→ **What needs to be done**: The line that contains "index tip: (292, 341)" marks the start. Please set it down, with every later line of the data, exactly and without pictures.

(Stored records)
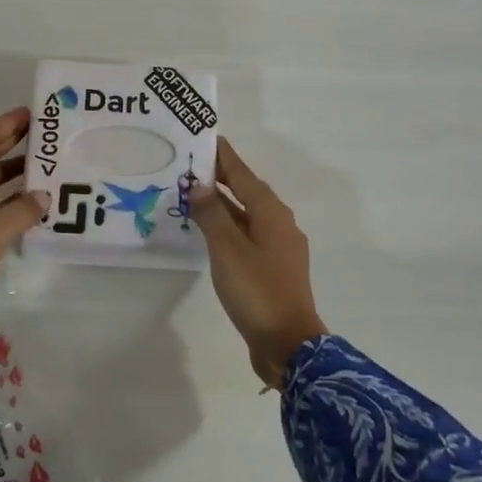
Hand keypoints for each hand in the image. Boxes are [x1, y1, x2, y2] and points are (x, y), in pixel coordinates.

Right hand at [190, 138, 326, 388]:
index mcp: (271, 213)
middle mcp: (280, 223)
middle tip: (192, 165)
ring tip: (196, 194)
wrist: (289, 343)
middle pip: (247, 191)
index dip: (224, 157)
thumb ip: (212, 215)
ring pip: (248, 215)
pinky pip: (249, 234)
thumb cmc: (257, 291)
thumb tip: (200, 185)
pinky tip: (213, 232)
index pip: (242, 174)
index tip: (207, 138)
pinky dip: (230, 226)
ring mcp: (280, 247)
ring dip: (224, 203)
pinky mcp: (275, 268)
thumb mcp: (227, 250)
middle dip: (222, 178)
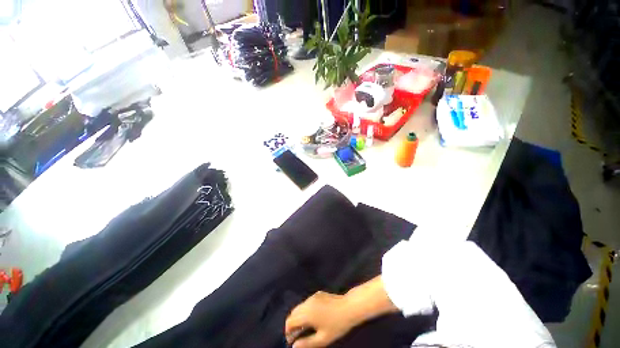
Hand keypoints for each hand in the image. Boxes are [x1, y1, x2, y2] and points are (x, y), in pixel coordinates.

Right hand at [285, 291, 357, 347]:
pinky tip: (314, 317)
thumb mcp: (322, 339)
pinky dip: (305, 310)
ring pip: (300, 306)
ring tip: (306, 327)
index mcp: (306, 313)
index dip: (288, 332)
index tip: (292, 341)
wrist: (349, 307)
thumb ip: (307, 343)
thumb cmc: (337, 325)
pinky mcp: (318, 294)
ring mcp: (313, 296)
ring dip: (299, 317)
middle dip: (293, 324)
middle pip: (293, 312)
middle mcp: (307, 302)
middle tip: (298, 335)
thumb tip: (294, 346)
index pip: (290, 321)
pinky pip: (307, 302)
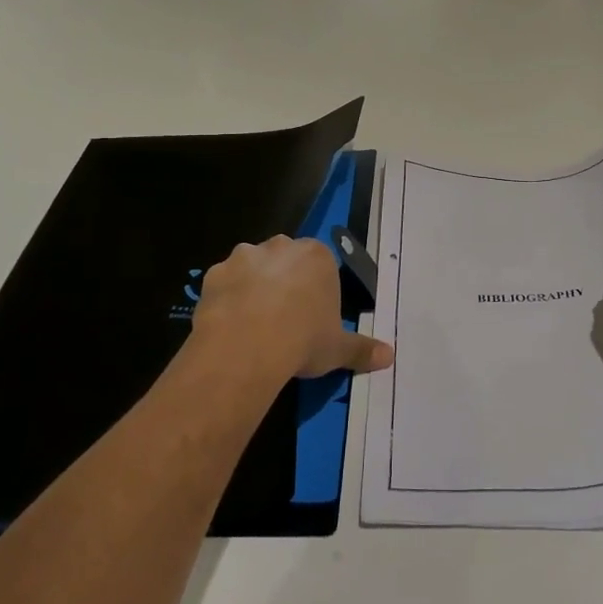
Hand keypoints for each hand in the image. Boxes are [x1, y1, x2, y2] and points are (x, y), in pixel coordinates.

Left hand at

→ **Answer for the task**:
index tip: (292, 341)
wrist: (349, 307)
thumb ip: (307, 343)
thumb cmc: (337, 325)
pinky mcp: (318, 294)
ring mcp: (313, 296)
ring dip: (299, 317)
middle dip: (293, 324)
middle pip: (293, 312)
middle mcp: (307, 302)
middle tip: (298, 335)
thumb tip: (294, 346)
index pip: (290, 321)
pinky pip: (307, 302)
Hand keypoints for each hand in the image. Boxes are [x1, y1, x2, y2] and points are (x, y), in pixel coordinates.

Left hand at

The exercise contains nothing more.